There are still limits to what you can do with Linux you get from the Windows Store. For starters, the OS can't be installed on the host machine, in say, a separate partition/volume, which you can choose to boot from, using a bootloader such as GRUB. The download also doesn't directly expose the .iso installer disk image of your Linux distro. It could still be useful for developers seeking a turnkey Linux environment instantly for development or testing, or for schools to teach Linux.
Source:
The Verge
There are still limits to what you can do with Linux you get from the Windows Store. For starters, the OS can't be installed on the host machine, in say, a separate partition/volume, which you can choose to boot from, using a bootloader such as GRUB. The download also doesn't directly expose the .iso installer disk image of your Linux distro. It could still be useful for developers seeking a turnkey Linux environment instantly for development or testing, or for schools to teach Linux.
22 Comments on Fedora, Ubuntu, and SuSE Linux Available from Windows Store
SQL Server runs on Linux, Mono, various integration projects.
I believe they are betting big on cloud services and they came to the conclusion that running *nix in datacenter is cheaper and more secure.
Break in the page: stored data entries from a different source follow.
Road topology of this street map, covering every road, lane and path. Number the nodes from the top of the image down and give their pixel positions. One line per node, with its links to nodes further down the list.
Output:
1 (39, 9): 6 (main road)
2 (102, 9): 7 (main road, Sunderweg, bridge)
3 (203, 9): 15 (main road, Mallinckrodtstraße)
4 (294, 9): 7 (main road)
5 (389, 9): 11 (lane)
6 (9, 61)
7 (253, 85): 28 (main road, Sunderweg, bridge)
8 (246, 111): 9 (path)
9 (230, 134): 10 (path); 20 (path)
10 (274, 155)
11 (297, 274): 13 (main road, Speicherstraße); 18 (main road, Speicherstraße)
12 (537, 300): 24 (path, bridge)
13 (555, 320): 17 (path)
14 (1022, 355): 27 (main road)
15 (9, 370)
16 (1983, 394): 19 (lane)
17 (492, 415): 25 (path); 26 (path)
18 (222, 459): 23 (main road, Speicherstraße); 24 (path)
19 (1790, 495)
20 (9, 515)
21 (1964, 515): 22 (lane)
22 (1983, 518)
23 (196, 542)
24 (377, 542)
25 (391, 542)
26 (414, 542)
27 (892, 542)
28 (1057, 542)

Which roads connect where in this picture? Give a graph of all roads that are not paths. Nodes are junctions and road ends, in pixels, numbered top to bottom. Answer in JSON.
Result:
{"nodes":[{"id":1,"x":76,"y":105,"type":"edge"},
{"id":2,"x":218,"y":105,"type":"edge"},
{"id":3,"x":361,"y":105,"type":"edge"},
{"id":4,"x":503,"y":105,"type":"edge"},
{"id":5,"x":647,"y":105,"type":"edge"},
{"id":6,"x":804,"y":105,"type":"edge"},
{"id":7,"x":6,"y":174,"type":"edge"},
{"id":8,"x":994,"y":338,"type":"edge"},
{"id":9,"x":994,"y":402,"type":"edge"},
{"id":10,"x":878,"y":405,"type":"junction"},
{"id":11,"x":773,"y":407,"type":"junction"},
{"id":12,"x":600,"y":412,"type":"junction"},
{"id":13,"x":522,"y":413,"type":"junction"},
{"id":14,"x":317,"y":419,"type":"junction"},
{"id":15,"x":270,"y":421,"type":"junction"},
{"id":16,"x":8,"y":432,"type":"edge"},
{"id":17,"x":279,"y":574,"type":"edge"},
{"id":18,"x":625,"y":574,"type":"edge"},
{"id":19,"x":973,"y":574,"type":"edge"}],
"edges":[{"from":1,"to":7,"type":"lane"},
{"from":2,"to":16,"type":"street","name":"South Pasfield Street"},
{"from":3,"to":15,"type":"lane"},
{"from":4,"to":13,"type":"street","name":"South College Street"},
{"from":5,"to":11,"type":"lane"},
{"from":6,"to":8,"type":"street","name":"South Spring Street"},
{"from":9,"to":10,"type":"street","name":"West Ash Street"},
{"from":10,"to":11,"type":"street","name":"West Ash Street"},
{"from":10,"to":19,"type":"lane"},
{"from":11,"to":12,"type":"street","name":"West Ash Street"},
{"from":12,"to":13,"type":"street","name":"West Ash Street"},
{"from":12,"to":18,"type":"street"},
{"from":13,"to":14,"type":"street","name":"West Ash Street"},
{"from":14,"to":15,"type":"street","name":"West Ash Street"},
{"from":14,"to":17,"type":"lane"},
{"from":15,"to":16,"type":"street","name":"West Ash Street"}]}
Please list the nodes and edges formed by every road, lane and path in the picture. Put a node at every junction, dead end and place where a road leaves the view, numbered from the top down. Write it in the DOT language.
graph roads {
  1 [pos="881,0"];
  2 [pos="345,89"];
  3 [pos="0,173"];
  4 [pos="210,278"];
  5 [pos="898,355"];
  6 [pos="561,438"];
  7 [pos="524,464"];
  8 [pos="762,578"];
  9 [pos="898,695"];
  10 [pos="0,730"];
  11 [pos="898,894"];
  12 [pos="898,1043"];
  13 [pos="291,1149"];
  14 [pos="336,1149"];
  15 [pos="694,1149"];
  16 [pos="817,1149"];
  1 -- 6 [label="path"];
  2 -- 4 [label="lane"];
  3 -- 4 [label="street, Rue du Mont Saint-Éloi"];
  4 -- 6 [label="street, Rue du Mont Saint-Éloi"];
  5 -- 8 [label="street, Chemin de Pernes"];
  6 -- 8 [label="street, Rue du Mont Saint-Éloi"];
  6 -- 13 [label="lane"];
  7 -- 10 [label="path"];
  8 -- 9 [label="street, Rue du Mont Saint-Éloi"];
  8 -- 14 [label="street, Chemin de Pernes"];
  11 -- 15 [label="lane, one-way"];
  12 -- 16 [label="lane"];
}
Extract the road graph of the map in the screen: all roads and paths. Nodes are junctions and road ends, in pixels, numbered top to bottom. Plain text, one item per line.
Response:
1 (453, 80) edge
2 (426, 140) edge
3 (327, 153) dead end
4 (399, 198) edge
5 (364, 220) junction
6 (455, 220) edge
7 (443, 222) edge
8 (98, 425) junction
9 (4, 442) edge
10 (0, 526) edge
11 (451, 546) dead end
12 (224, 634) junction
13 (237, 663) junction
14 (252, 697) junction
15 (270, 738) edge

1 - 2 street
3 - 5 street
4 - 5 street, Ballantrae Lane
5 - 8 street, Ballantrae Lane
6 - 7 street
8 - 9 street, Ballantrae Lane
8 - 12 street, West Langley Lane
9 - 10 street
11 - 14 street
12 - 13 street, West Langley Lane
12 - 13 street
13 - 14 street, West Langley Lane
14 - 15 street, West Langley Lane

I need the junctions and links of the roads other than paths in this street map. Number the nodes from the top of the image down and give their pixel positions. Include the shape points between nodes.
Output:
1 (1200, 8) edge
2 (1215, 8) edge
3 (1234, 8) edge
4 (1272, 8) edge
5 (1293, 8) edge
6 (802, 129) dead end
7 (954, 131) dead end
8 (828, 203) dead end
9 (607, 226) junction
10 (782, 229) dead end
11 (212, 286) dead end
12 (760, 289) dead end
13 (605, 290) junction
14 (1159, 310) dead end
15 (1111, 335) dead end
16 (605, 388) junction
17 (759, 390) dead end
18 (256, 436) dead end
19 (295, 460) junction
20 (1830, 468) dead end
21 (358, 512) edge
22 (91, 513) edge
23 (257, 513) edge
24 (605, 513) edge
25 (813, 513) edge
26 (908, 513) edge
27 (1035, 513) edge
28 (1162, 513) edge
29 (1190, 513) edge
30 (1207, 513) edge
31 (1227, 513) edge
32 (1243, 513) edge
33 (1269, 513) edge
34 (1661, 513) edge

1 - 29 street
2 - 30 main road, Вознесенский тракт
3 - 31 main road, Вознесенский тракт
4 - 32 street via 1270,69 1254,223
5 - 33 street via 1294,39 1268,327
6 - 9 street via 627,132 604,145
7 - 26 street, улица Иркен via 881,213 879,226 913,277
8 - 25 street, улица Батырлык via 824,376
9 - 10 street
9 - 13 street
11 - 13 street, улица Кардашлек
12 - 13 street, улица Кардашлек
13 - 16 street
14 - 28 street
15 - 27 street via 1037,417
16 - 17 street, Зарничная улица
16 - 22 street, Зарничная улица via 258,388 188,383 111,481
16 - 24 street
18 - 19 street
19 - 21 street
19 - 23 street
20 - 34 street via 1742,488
Only difference there is that Ubuntu will install directly from the Store, I assume, without the need to turn on dev mode, add Windows feature and so on.
Edit: For those who have no idea what is this. This picture sums it all up:
So the Linux userspace applications from Ubuntu, Fedora & SUSE aren't running virtualized or emulated or recompiled. They're running natively. There is effectively not a performance penalty--any penalty will be from Windows doing a specific process less efficiently than Linux. It's not really so people can run Linux but so people can use the Linux userspace tools without needing a separate system or VM. I was at Ignite (microsoft conference) last year. They as much as said they implemented this so that Azure developers can use a windows machine to manage the linux VMs without needing external tools like Putty.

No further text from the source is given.